A menina, que tomava um refrigerante, estava com medo de uma abelha pousada na borda da latinha da bebida. O homem, então, na busca de mantê-la despreocupada com o inseto, deixou escapar uma frase contrastante com o volume neuronial de sua boca: “As abelhas não agridem as flores”. É mais do que gasta a metáfora de flor para mulher, só que isso foi quebrado quando à frase foi adicionado o substantivo “abelhas” e o verbo “agridem”. Fosse esta frase de autoria de alguém identificado com poesia, ela não teria chamado a minha atenção tanto assim.

O título deste texto saiu da boca do poeta Francisco Perna Filho, que é um amigo muito especial. Seu verso não me causou estranhamento, pois ele procede de alguém verdadeiramente poeta, haja vista que seus versos não são forjados em bigorna. Perna não é deixar sua musa na salmoura para que ela lhe inspire versos. Inclusive até comentei com ele que senti um quê de Mario Quintana em seu verso. E como nossa conversa estava tematizada em poesia, ele acabou dando mais fôlego ao texto posteriormente (inclusive me privilegiando como primeiro leitor). Seu poema, agora está postado em seu blog, diz o seguinte:

Borboleta não é flor que se cheire,

é voo,

eflúvio de céu,
sentença de várzea,
abismo de horizontes.


O quê de Mario Quintana que enxerguei nos versos de Francisco Perna vem de alguns versos do poeta gaúcho, os quais são profundamente filosóficos. São muitas as pessoas que vivem correndo atrás de borboletas.
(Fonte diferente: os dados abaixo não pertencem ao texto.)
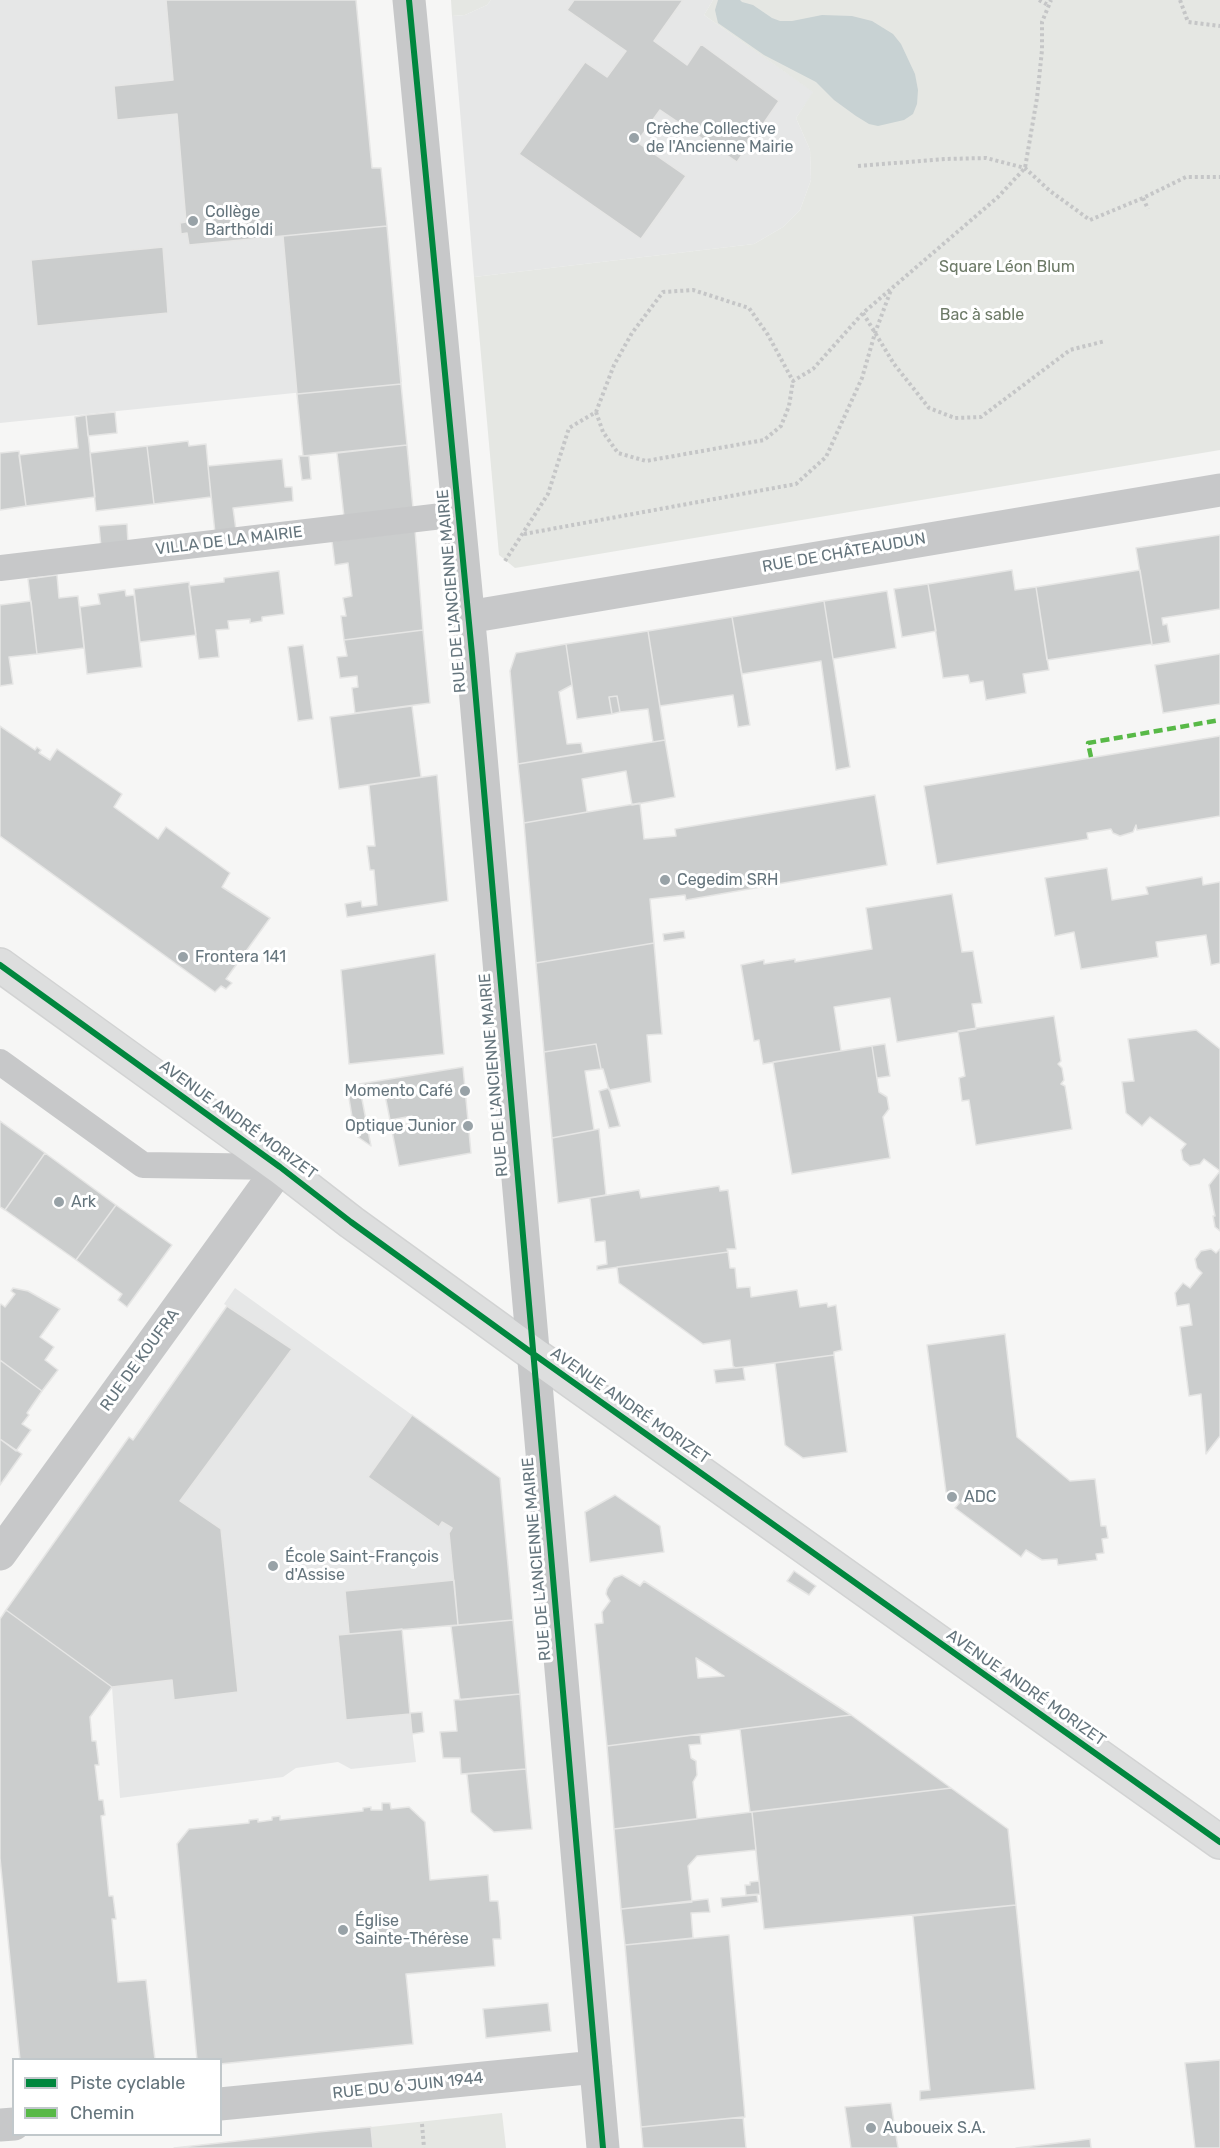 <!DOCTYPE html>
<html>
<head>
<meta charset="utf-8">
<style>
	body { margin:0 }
	#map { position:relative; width:1220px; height:2148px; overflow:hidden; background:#f6f6f5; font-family:Rubik,sans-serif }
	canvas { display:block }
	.legend { position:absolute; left:12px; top:2058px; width:210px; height:78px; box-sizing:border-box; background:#fff; border:2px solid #c1c8cb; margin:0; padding:8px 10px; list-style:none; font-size:18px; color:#65757d }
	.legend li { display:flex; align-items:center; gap:12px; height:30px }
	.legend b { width:30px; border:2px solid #c1c8cb }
</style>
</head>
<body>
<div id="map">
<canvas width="1220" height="2148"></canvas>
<ul class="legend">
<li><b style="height:8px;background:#00873e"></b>Piste cyclable</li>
<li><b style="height:8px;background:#58b947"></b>Chemin</li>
</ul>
</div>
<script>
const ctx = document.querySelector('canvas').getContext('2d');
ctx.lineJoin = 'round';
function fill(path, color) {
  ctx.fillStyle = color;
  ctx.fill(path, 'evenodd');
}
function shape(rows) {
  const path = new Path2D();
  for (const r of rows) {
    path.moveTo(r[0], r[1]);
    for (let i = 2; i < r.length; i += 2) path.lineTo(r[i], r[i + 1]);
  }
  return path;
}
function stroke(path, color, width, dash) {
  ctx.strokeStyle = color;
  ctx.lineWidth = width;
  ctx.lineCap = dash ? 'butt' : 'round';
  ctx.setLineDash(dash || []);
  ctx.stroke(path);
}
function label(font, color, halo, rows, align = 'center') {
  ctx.font = font + ' Rubik,sans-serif';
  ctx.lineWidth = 6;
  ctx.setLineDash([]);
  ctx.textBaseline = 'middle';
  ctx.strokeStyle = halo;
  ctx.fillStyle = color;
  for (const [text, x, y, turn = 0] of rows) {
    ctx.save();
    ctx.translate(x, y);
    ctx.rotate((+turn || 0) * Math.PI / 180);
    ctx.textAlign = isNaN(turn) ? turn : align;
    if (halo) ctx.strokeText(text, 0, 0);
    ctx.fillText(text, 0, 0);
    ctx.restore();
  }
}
fill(shape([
	[0,0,356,0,372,167,381,168,402,382,0,423],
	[491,0,713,0,704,15,814,92,796,118,810,150,811,180,800,210,783,227,754,244,474,277,452,16,465,15,487,5],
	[235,1288,500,1478,513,1620,338,1636,346,1720,410,1714,416,1762,351,1769,338,1762,296,1768,283,1777,120,1798,112,1687,6,1610,129,1437,133,1439,227,1306,224,1304]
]), '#e6e7e7');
fill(shape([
	[451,0,491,0,487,5,465,15,452,16],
	[713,0,1220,0,1220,450,515,568,499,555,474,277,754,244,783,227,800,210,811,180,810,150,796,118,813,92,704,15],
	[502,2113,506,2148,373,2148,371,2127]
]), '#e5e7e3');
fill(shape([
	[718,0,740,0,742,2,753,5,772,18,780,21,792,21,822,15,852,16,872,21,893,34,901,44,915,74,918,90,917,104,913,114,904,120,878,126,869,124,856,116,834,100,816,82,764,55,718,23,715,10]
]), '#c8d2d3');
const building = shape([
	[166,0,356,0,372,168,381,168,387,226,189,245,187,233,181,234,180,223,186,222,177,114,117,120,114,86,173,80,166,0],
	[246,212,246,224,231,224,231,213,246,212],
	[574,0,683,0,654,41,687,65,701,44,779,101,737,162,660,110,637,142,686,176,641,239,519,154,585,62,607,77,626,51,567,10,574,0],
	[387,226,401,384,297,394,283,236,387,226],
	[163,247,168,313,37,326,31,260,163,247],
	[401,384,407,445,303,456,297,394,401,384],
	[115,412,117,433,88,436,86,415,115,412],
	[86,415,95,497,26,506,19,455,78,448,75,417,86,415],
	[188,441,189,446,206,444,211,497,154,504,147,446,188,441],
	[407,445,413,508,344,517,337,453,407,445],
	[147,446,154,504,96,511,90,453,147,446],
	[19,451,26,506,0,510,0,453,19,451],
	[299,456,309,456,311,479,302,480,299,456],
	[282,459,285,487,292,487,293,501,233,508,236,530,215,533,208,466,282,459],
	[127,524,128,544,101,547,99,526,127,524],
	[415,530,423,630,344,640,341,616,346,616,343,598,352,596,348,563,335,565,332,541,415,530],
	[1220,535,1220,609,1162,618,1163,625,1167,624,1170,642,1152,645,1136,548,1220,535],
	[1012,570,1015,590,1036,587,1049,670,1023,674,1026,693,986,700,983,681,970,683,968,675,943,678,928,584,1012,570],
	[1140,570,1152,644,1047,660,1036,587,1140,570],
	[279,571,284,614,262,617,262,621,250,623,250,619,228,621,229,629,216,630,219,657,199,659,189,586,224,582,224,578,279,571],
	[57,575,59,598,78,596,84,648,37,654,28,579,57,575],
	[189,582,196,635,140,642,134,589,189,582],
	[928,584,936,631,902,637,894,589,928,584],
	[125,590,126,596,134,595,142,667,87,674,80,607,100,604,98,594,125,590],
	[887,591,896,648,833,659,824,601,887,591],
	[31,601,37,654,9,657,13,684,0,686,0,605,31,601],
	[824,601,850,767,836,770,821,661,742,674,732,617,824,601],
	[732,617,750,725,738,727,733,695,660,706,648,631,732,617],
	[423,630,430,703,355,713,352,688,358,687,357,676,340,678,337,657,347,656,344,640,423,630],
	[648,631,665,740,653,742,648,709,620,712,617,696,609,697,612,714,577,719,566,644,648,631],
	[566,644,572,685,559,692,567,744,581,743,583,753,518,764,510,671,516,653,566,644],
	[303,645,313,719,298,721,288,647,303,645],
	[1220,654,1220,704,1163,713,1155,665,1220,654],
	[617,696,620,712,612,714,609,697,617,696],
	[412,706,421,777,339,789,330,717,412,706],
	[0,726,35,750,37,747,41,750,39,753,50,760,57,749,122,794,114,807,158,839,166,827,230,873,222,887,270,918,226,979,232,983,226,989,221,986,215,992,0,836,0,726],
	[1220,736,1220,816,1137,830,1136,825,1133,832,1120,836,1113,833,1111,829,1087,833,1088,839,937,864,924,786,1220,736],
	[665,740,675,797,632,805,626,771,582,779,587,812,524,823,518,764,665,740],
	[437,775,448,901,347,917,345,904,361,901,362,907,377,905,374,870,370,870,367,846,375,846,369,785,437,775],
	[875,795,887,865,686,900,685,895,650,899,654,943,536,963,524,823,640,803,644,839,676,836,675,829,875,795],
	[1107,868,1112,900,1148,894,1146,887,1202,877,1203,885,1220,882,1220,963,1211,965,1206,935,1156,942,1158,957,1081,969,1074,932,1055,936,1045,878,1107,868],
	[952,894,962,952,973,951,982,1003,972,1004,976,1029,897,1042,890,998,834,1007,841,1051,763,1064,759,1040,754,1041,741,965,764,960,764,964,795,959,795,962,872,949,866,908,952,894],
	[684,931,685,938,664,941,663,934,684,931],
	[654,943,662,1034,647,1035,651,1082,609,1090,603,1069,601,1069,596,1044,544,1052,536,963,654,943],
	[435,954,444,1054,349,1064,341,970,435,954],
	[1054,1016,1061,1061,1058,1064,1062,1068,1064,1080,1061,1084,1065,1086,1072,1129,976,1145,969,1100,962,1101,959,1078,965,1076,958,1031,1054,1016],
	[1196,1030,1220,1049,1220,1171,1204,1159,1200,1164,1190,1166,1183,1160,1181,1150,1186,1144,1150,1117,1142,1126,1126,1113,1122,1082,1134,1081,1128,1039,1196,1030],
	[596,1044,601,1069,585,1071,594,1130,552,1138,544,1052,596,1044],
	[885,1044,890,1076,877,1078,872,1046,885,1044],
	[872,1046,879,1092,887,1097,889,1109,883,1117,890,1158,792,1174,773,1062,872,1046],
	[463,1067,471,1153,399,1166,391,1126,413,1123,412,1116,390,1120,384,1090,361,1094,371,1146,355,1135,347,1086,463,1067],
	[609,1088,620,1126,609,1128,599,1091,609,1088],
	[0,1121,45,1153,5,1210,0,1207,0,1121],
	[599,1129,606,1195,558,1203,552,1138,599,1129],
	[45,1153,116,1205,76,1260,5,1210,45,1153],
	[1220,1171,1220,1231,1215,1227,1213,1216,1215,1216,1209,1185,1220,1171],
	[719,1186,720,1191,728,1190,736,1249,727,1249,728,1252,597,1270,597,1266,607,1264,605,1241,595,1242,590,1198,639,1190,641,1198,719,1186],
	[116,1205,172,1245,127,1307,118,1300,122,1294,76,1260,116,1205],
	[1211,1249,1216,1253,1220,1249,1220,1436,1206,1454,1201,1394,1189,1396,1180,1327,1192,1325,1189,1304,1177,1306,1175,1293,1183,1283,1190,1288,1202,1273,1197,1268,1195,1259,1201,1251,1211,1249],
	[728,1252,730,1268,735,1268,737,1288,750,1287,751,1297,797,1290,800,1307,827,1303,828,1307,836,1305,842,1350,834,1352,834,1355,736,1368,733,1366,730,1340,703,1344,619,1283,617,1267,728,1252],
	[13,1288,28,1291,60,1309,40,1337,54,1347,45,1360,58,1370,42,1391,0,1360,0,1306,1,1304,5,1307,15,1294,11,1291,13,1288],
	[227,1306,292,1349,180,1501,221,1529,238,1692,174,1700,172,1680,112,1687,6,1610,129,1437,133,1440,227,1306],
	[1005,1334,1017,1437,1070,1481,1095,1479,1101,1526,1106,1526,1108,1538,1102,1539,1104,1553,1096,1554,1097,1560,1058,1565,1057,1559,1042,1560,1026,1550,1021,1557,955,1508,960,1502,946,1492,927,1345,1005,1334],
	[834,1355,847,1452,803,1458,785,1445,775,1363,834,1355],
	[0,1360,42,1391,27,1413,29,1415,22,1424,31,1430,16,1451,0,1439,0,1360],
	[743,1367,745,1380,716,1383,714,1370,743,1367],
	[412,1415,500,1478,513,1620,458,1625,449,1533,452,1528,442,1522,439,1527,368,1477,412,1415],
	[0,1439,22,1454,0,1485,0,1439],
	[615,1495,660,1526,664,1552,590,1562,585,1512,615,1495],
	[794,1571,816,1586,809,1595,787,1581,794,1571],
	[622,1575,640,1586,644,1581,851,1715,607,1746,595,1624,603,1623,602,1612,610,1601,606,1594,607,1589,614,1578,622,1575],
	[696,1658,712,1668,724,1676,698,1678,696,1658],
	[454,1580,458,1625,349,1634,345,1591,454,1580],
	[6,1610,112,1687,90,1717,92,1741,96,1741,99,1765,95,1765,99,1800,103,1800,105,1815,101,1816,109,1896,113,1896,116,1919,112,1919,118,1982,146,1980,155,2060,20,2060,0,1858,0,1619,6,1610],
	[513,1620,520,1694,460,1700,451,1626,513,1620],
	[402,1629,410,1714,346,1720,338,1635,402,1629],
	[520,1694,526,1769,461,1774,460,1758,443,1758,440,1732,457,1731,454,1700,520,1694],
	[422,1712,424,1732,412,1734,410,1713,422,1712],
	[851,1715,951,1788,750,1812,740,1729,851,1715],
	[700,1734,701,1744,689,1745,691,1758,696,1761,697,1775,693,1782,697,1819,614,1829,607,1746,700,1734],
	[526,1769,532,1829,494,1832,471,1812,467,1774,526,1769],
	[951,1788,1008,1829,1016,1905,764,1929,752,1812,951,1788],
	[382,1803,390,1803,391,1809,409,1807,425,1822,430,1880,488,1875,490,1901,498,1901,500,1920,501,1939,493,1939,495,1966,406,1974,413,2044,220,2064,220,2060,197,2060,177,1844,189,1829,249,1823,249,1820,258,1819,258,1822,272,1820,272,1817,280,1816,280,1820,363,1811,363,1808,371,1807,371,1810,382,1810,382,1803],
	[752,1812,756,1850,697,1856,688,1866,692,1902,621,1909,614,1829,752,1812],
	[759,1881,760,1894,746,1895,745,1885,750,1885,750,1882,759,1881],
	[757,1895,758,1902,722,1907,721,1898,757,1895],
	[708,1899,710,1912,691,1913,693,1938,625,1945,621,1909,708,1899],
	[1016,1905,1035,2089,920,2100,920,2091,930,2090,913,1916,1016,1905],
	[729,1935,745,2117,641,2127,625,1945,729,1935],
	[548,2003,551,2031,486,2038,483,2009,548,2003],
	[1220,2060,1220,2148,1195,2148,1185,2063,1220,2060],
	[891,2103,898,2148,851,2148,845,2107,891,2103],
	[743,2117,746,2148,643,2148,641,2127,743,2117],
	[371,2127,373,2148,174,2148,318,2132,371,2127],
	[1090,2139,1091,2148,1016,2148,1090,2139]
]);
fill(building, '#cbcdcd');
stroke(building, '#e6e6e5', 1.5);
const secondary = shape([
	[0,965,280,1167,351,1222,532,1353,1220,1842]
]);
stroke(secondary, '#d2d3d3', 36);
stroke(shape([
	[1039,0,1048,5],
	[1180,0,1188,22,1220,26],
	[858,166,945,159,986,158,1025,168,1050,191,1090,220,1143,198,1186,177,1220,177],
	[1143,198,1148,209],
	[863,313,894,364,929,408,955,418,981,417,1070,350,1105,341],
	[596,412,603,432,618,453,646,461,764,440,781,426,789,406,793,381],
	[524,534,796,484,826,457,862,378,875,333,891,290],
	[505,561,548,494,569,428,596,412,614,365,632,333,663,292,693,290,749,308,768,335,793,381,813,369,863,313,998,197,1025,168,1037,98,1042,50,1042,22,1051,0],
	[422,2124,424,2148]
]), '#c5c6c7', 4, [3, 3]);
stroke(shape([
	[0,568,459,514],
	[0,1062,143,1165,280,1167]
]), '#c7c8c9', 26);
stroke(shape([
	[409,0,472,654,603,2148],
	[468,617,1220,490],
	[0,1554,280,1167],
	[220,2104,596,2067],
	[0,2125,14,2124]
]), '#c7c8c9', 33);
stroke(secondary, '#dddede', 33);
stroke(shape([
	[1091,757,1088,743,1220,720]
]), '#58b947', 4.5, [9, 4.5]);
stroke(shape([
	[409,0,472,654,603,2148],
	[0,965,280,1167,351,1222,532,1353,1220,1842]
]), '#00873e', 6);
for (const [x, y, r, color] of [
	[634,138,6,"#98a2a7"],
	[193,221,6,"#98a2a7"],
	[665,880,6,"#98a2a7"],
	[183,957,6,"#98a2a7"],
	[465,1091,6,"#98a2a7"],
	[468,1126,6,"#98a2a7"],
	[59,1202,6,"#98a2a7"],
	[952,1497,6,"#98a2a7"],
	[273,1566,6,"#98a2a7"],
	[343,1930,6,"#98a2a7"],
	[871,2128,6,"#98a2a7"]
]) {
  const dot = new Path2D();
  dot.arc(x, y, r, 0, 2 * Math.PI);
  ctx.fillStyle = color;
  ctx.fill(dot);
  stroke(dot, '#fff', 2);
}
label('16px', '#65757d', '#fff', [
	["Crèche Collective",646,129],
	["de l'Ancienne Mairie",646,147],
	["Collège",205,212],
	["Bartholdi",205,230],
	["Cegedim SRH",677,880],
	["Frontera 141",195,957],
	["Momento Café",453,1091,"right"],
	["Optique Junior",456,1126,"right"],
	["Ark",71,1202],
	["ADC",964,1497],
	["École Saint-François",285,1557],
	["d'Assise",285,1575],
	["Église",355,1921],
	["Sainte-Thérèse",355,1939],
	["Auboueix S.A.",883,2128]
], 'left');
label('16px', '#6d7a67', '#fff', [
	["Square Léon Blum",1007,267],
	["Bac à sable",982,315]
]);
label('16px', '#65757d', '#fff', [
	["VILLA DE LA MAIRIE",229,541,-7],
	["RUE DE CHÂTEAUDUN",844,553,-10],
	["RUE DE L'ANCIENNE MAIRIE",452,591,-95],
	["RUE DE L'ANCIENNE MAIRIE",494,1075,-95],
	["AVENUE ANDRÉ MORIZET",238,1120,36],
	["RUE DE KOUFRA",140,1360,-54],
	["AVENUE ANDRÉ MORIZET",630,1406,35],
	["RUE DE L'ANCIENNE MAIRIE",537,1559,-95],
	["AVENUE ANDRÉ MORIZET",1026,1688,35],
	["RUE DU 6 JUIN 1944",408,2086,-6]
]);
</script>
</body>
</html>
Situação pior, no entanto, é a daquelas que nem isso fazem para o entretenimento dos olhos.
“O segredo é não correr atrás das borboletas...                                                
É cuidar do jardim para que elas venham até você.”

Aproveitando que o assunto é borboleta, vou pegar uma carona no voo de Antoine de Saint-Exupéry, autor de “O pequeno príncipe”, que, respectiva obra, também fala de borboletas de forma filosófica, mostrando-as como metáfora de algo maravilhoso, algo este que representa a compensação dos momentos difíceis:

“Disse a flor para o pequeno príncipe: é preciso que eu suporte duas ou três larvas se quiser conhecer as borboletas.”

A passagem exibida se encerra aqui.